EXERCISE DESCRIPTION →
When a line of the entries below contains "João", it counts once; state how many such lines there are and nothing else.

BEGIN

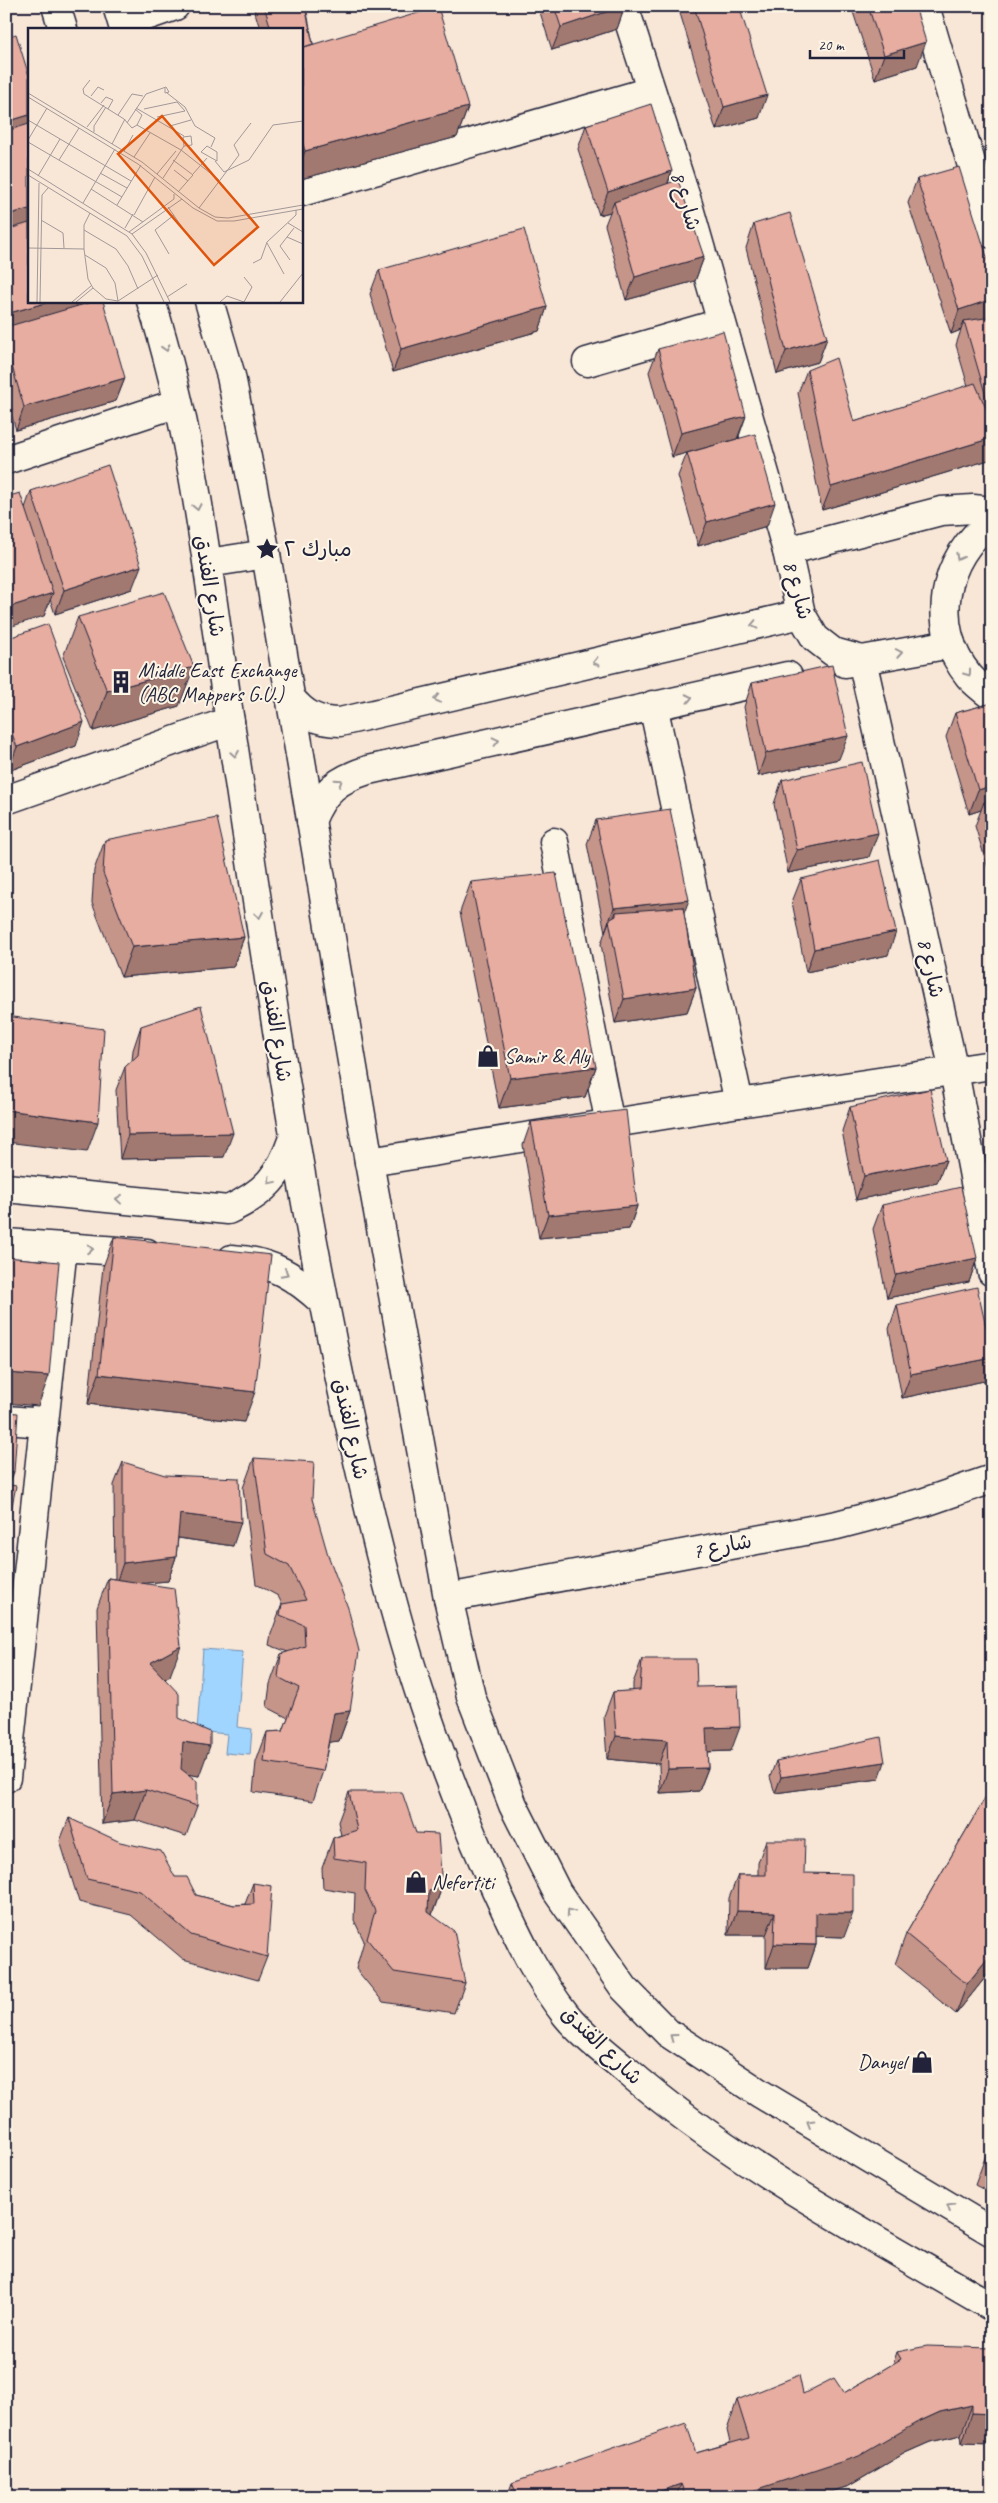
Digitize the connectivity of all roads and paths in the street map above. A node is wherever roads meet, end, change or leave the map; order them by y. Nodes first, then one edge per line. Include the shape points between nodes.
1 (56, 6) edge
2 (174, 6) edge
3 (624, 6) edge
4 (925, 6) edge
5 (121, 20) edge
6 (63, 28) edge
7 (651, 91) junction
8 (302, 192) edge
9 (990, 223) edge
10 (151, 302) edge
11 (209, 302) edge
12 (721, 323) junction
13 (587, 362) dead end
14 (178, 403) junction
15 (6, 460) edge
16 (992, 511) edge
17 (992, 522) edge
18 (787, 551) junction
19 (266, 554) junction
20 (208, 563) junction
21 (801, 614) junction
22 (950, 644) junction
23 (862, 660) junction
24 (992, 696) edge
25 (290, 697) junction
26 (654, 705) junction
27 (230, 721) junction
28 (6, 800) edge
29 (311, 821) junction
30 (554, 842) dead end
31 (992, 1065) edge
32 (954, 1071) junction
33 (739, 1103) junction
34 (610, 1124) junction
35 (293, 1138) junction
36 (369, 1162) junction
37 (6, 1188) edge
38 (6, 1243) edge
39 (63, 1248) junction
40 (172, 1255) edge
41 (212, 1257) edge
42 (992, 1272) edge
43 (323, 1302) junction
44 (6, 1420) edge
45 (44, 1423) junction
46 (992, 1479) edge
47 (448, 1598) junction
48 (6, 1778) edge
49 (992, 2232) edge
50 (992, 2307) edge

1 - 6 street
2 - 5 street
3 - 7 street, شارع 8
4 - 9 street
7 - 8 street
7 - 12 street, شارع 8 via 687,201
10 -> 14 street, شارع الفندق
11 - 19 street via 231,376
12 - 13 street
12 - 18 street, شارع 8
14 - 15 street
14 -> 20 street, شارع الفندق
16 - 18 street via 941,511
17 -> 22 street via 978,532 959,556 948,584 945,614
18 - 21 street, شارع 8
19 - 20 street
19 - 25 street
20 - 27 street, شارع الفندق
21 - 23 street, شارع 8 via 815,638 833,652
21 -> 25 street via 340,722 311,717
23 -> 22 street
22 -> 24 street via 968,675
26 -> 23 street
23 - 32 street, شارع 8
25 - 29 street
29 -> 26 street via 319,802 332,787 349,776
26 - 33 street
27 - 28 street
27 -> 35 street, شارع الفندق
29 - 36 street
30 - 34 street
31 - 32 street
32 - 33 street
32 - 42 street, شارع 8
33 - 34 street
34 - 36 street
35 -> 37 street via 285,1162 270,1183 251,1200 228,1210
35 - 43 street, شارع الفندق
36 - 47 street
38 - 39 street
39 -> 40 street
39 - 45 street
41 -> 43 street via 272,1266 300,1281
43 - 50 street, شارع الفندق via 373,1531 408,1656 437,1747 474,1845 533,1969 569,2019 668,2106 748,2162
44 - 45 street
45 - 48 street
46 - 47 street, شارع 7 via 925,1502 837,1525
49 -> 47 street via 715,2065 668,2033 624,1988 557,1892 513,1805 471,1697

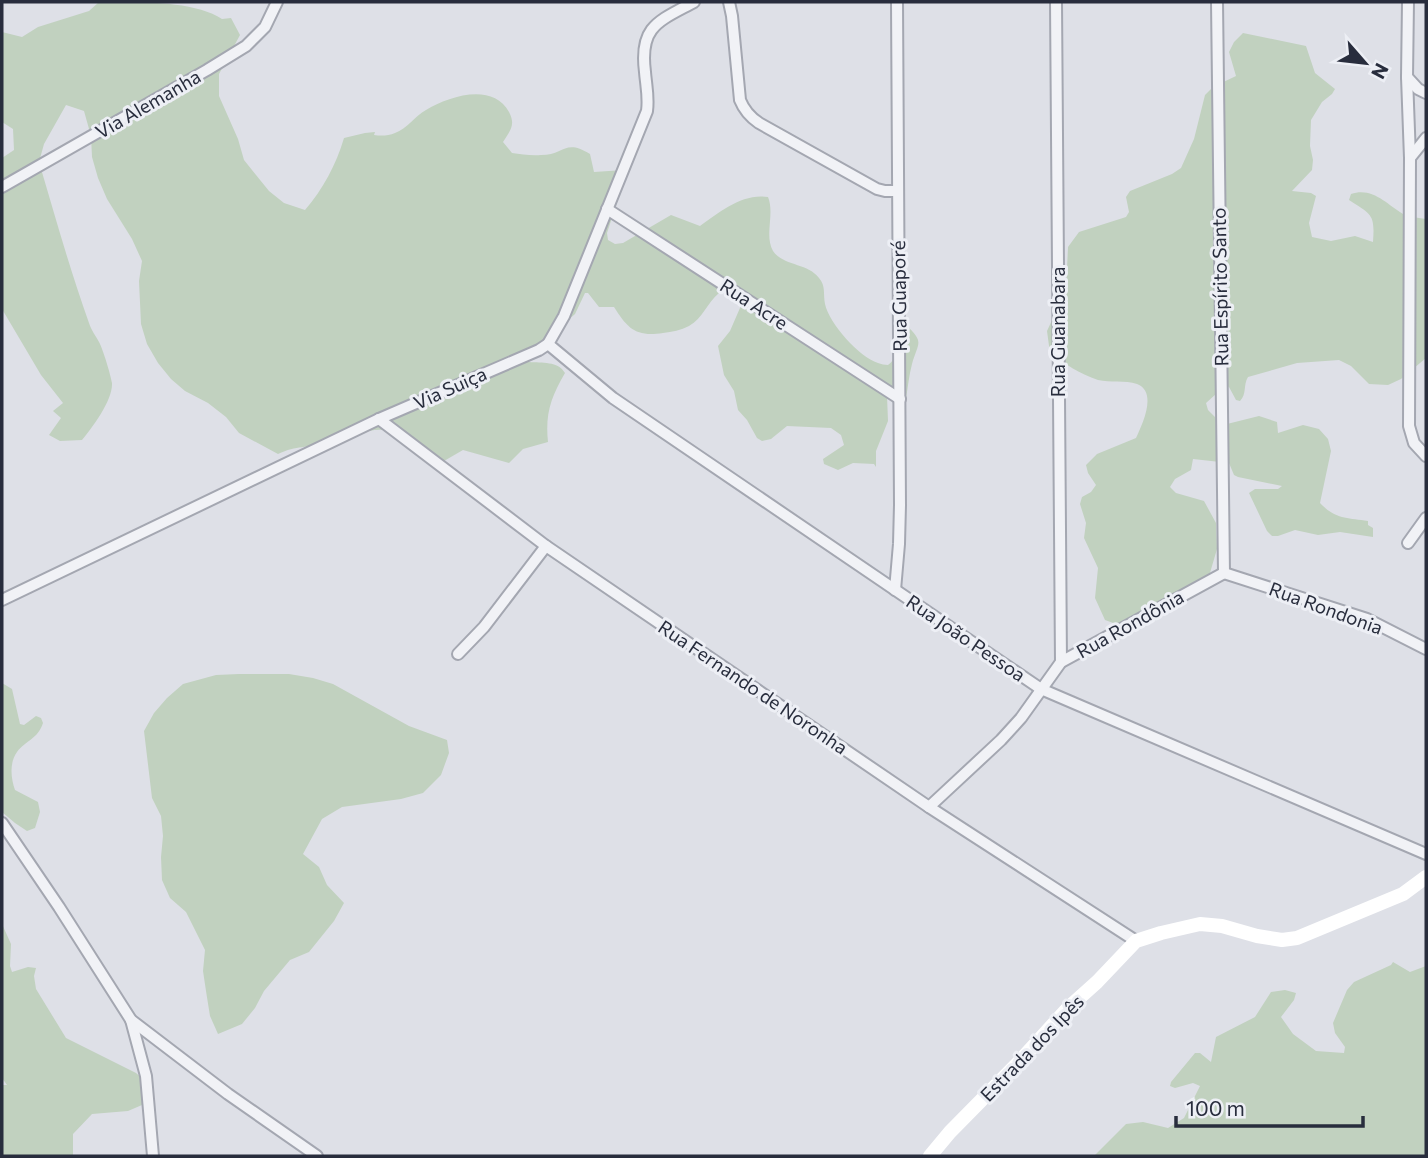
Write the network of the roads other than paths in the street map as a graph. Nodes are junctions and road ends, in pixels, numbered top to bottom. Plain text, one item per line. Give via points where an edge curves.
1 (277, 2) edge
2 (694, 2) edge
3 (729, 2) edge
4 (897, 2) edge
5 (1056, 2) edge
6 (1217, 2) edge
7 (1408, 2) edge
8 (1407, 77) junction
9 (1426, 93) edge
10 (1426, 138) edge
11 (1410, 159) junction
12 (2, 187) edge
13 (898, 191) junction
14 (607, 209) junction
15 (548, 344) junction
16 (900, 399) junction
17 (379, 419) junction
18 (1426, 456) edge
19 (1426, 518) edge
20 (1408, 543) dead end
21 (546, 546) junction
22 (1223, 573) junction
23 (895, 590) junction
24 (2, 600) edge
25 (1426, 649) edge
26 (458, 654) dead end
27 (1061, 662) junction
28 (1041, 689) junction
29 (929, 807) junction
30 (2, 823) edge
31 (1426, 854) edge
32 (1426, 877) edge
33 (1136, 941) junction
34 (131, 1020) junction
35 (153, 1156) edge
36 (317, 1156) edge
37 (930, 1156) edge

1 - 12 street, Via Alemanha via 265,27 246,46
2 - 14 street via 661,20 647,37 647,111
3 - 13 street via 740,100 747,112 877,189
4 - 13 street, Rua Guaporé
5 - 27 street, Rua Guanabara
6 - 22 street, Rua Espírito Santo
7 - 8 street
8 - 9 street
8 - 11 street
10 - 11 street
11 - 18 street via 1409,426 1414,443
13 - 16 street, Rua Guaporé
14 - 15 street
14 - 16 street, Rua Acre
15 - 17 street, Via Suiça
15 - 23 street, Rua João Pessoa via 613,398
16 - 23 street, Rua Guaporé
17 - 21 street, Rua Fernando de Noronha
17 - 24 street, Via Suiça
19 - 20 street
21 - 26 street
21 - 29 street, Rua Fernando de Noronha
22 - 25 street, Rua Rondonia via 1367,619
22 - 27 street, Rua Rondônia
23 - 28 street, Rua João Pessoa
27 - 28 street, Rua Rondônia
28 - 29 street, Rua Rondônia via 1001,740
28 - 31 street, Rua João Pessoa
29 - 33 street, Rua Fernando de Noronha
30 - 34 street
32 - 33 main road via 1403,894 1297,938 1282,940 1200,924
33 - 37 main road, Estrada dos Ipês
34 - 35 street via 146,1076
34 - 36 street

END

SOLUTION FOR THIS TASK →
3